- Opening Delimiter -

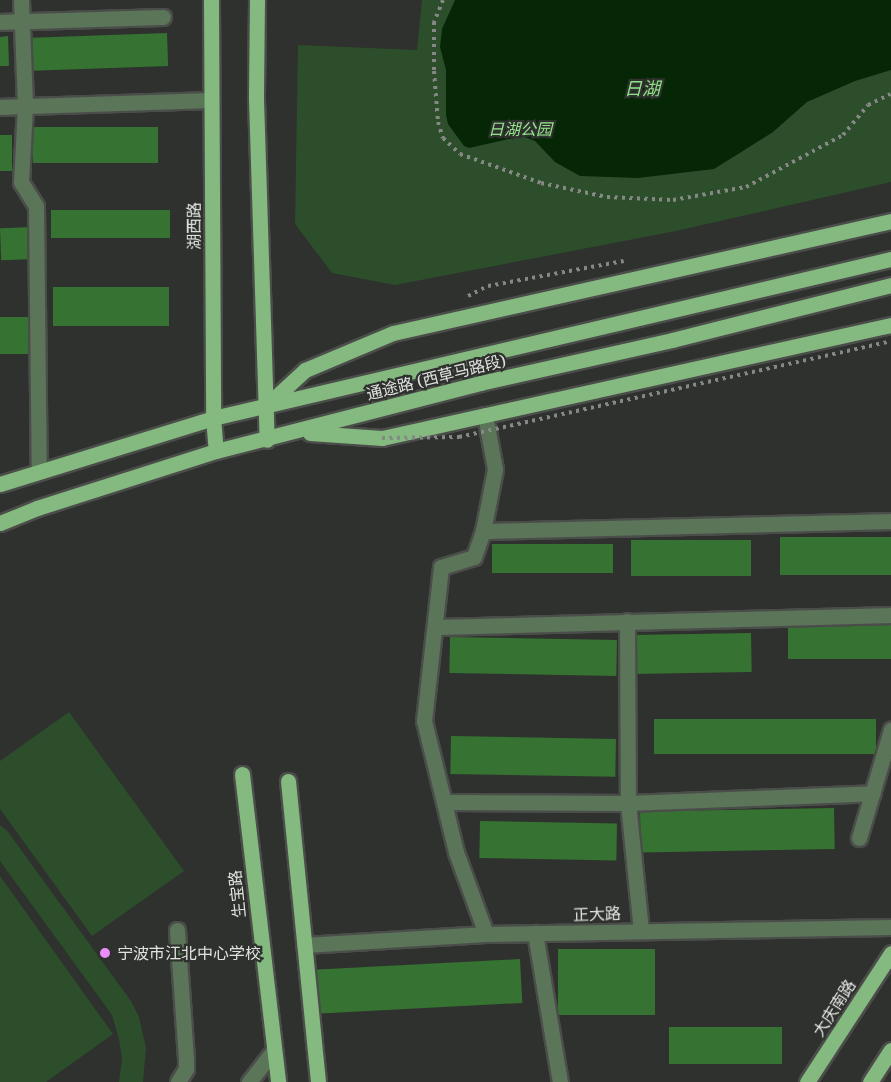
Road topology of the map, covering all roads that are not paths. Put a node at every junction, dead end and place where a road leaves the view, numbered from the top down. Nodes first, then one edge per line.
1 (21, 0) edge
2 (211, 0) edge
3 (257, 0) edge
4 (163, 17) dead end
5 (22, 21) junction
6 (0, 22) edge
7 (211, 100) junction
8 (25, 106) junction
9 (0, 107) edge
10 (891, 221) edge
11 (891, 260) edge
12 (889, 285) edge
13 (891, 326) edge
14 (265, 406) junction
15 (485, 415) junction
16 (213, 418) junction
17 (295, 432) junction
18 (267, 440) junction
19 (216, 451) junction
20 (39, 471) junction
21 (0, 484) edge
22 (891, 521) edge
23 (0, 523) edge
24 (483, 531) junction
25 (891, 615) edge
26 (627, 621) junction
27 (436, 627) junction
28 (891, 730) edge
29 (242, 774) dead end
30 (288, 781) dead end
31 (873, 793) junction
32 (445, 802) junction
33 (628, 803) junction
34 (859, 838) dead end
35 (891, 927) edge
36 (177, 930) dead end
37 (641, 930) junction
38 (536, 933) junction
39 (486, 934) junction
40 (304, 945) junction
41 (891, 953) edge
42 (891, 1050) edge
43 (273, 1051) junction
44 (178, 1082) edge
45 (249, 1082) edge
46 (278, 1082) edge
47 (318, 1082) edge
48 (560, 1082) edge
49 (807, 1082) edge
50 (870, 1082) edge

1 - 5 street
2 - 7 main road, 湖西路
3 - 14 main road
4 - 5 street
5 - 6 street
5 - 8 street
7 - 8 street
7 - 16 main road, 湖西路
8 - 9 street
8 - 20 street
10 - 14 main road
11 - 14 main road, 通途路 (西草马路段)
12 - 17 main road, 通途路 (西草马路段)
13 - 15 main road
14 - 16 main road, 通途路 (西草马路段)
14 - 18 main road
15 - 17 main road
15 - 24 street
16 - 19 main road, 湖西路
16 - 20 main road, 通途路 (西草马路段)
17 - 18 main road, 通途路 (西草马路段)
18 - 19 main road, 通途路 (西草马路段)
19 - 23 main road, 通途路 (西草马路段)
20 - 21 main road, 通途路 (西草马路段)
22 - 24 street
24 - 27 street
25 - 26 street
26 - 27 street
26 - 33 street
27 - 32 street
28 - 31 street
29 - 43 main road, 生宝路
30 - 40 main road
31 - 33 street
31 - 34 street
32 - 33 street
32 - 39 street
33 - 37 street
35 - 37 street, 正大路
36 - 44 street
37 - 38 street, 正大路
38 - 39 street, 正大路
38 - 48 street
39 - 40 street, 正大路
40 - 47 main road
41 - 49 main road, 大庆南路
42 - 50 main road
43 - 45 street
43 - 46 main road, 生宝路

- Closing Delimiter -

Directions = Show each line from the listing above that includes the word "西草马路段".

Response to this exercise =
11 - 14 main road, 通途路 (西草马路段)
12 - 17 main road, 通途路 (西草马路段)
14 - 16 main road, 通途路 (西草马路段)
16 - 20 main road, 通途路 (西草马路段)
17 - 18 main road, 通途路 (西草马路段)
18 - 19 main road, 通途路 (西草马路段)
19 - 23 main road, 通途路 (西草马路段)
20 - 21 main road, 通途路 (西草马路段)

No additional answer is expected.